How to complete this task – Where a line below includes the word "Wall", copy that line.

*** Opening Records to process ***

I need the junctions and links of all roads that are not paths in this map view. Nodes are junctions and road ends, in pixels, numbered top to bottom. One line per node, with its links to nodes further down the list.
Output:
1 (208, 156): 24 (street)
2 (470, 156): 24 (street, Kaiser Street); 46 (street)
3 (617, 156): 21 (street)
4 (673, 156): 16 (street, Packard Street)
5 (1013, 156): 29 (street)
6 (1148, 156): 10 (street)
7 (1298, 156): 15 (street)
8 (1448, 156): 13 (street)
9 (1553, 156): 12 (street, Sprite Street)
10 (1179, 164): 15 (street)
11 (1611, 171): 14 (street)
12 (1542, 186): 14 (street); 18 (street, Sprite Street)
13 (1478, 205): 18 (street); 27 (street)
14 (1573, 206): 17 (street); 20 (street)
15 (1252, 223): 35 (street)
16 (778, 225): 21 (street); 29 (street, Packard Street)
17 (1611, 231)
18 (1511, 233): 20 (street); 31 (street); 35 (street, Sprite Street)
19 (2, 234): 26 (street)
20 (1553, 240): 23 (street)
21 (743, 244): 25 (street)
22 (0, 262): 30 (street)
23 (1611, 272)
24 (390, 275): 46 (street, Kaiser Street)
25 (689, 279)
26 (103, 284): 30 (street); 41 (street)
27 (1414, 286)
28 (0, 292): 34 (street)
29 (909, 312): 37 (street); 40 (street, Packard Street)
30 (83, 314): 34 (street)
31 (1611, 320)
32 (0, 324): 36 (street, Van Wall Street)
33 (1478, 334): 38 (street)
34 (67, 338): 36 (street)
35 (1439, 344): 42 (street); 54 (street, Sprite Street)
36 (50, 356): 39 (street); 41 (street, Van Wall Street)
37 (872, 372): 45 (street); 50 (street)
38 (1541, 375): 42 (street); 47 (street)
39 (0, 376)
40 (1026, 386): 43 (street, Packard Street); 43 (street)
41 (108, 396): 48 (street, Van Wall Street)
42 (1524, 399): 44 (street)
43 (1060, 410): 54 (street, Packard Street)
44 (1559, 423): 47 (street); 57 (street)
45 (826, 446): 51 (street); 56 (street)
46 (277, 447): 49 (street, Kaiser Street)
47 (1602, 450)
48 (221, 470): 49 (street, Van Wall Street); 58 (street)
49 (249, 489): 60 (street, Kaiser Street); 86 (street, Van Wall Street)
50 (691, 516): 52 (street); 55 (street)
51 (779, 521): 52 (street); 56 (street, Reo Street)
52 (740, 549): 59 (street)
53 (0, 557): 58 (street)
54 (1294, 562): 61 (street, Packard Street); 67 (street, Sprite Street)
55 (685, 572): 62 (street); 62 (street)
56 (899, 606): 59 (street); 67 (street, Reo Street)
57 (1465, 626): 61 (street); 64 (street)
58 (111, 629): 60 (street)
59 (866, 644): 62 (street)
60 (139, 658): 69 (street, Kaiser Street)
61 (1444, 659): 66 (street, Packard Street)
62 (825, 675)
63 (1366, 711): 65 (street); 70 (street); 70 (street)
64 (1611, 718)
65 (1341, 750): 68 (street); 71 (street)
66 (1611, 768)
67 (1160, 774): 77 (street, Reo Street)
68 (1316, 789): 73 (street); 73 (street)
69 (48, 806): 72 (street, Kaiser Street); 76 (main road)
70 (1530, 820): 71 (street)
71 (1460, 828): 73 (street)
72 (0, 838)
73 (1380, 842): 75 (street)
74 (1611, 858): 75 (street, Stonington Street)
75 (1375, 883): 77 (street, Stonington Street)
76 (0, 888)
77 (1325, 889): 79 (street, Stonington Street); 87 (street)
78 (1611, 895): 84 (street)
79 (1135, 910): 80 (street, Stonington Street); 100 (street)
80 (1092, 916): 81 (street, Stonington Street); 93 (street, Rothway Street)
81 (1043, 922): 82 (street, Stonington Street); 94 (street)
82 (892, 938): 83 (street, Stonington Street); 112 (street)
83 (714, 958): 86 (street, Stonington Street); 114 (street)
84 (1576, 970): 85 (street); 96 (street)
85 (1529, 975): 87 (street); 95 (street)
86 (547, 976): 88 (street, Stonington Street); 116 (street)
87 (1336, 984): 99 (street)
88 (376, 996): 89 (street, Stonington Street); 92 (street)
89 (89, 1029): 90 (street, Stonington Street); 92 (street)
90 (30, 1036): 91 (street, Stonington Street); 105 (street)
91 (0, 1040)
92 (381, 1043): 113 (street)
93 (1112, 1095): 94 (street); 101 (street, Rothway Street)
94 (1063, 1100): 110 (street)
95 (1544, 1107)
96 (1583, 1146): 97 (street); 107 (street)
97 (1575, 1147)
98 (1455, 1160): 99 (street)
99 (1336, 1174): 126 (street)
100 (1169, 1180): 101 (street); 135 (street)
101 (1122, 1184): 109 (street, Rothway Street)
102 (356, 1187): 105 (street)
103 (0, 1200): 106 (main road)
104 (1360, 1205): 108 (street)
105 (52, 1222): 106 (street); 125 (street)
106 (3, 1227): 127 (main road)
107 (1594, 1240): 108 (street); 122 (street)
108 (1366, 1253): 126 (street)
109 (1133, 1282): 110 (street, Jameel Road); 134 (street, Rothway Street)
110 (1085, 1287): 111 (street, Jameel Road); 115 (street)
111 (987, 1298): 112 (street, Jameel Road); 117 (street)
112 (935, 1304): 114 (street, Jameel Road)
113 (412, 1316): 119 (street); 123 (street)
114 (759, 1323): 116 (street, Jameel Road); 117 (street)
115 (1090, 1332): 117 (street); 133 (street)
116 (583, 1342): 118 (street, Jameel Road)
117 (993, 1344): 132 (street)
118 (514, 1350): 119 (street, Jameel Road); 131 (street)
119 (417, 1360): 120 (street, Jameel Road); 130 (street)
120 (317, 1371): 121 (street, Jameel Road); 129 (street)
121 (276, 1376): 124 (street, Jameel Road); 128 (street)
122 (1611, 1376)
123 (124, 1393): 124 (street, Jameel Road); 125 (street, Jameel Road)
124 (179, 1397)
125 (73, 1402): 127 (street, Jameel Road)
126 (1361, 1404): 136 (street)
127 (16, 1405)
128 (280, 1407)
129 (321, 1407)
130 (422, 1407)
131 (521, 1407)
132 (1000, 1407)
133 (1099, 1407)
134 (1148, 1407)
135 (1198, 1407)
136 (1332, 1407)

*** Closing Records to process ***

Response below –
32 (0, 324): 36 (street, Van Wall Street)
36 (50, 356): 39 (street); 41 (street, Van Wall Street)
41 (108, 396): 48 (street, Van Wall Street)
48 (221, 470): 49 (street, Van Wall Street); 58 (street)
49 (249, 489): 60 (street, Kaiser Street); 86 (street, Van Wall Street)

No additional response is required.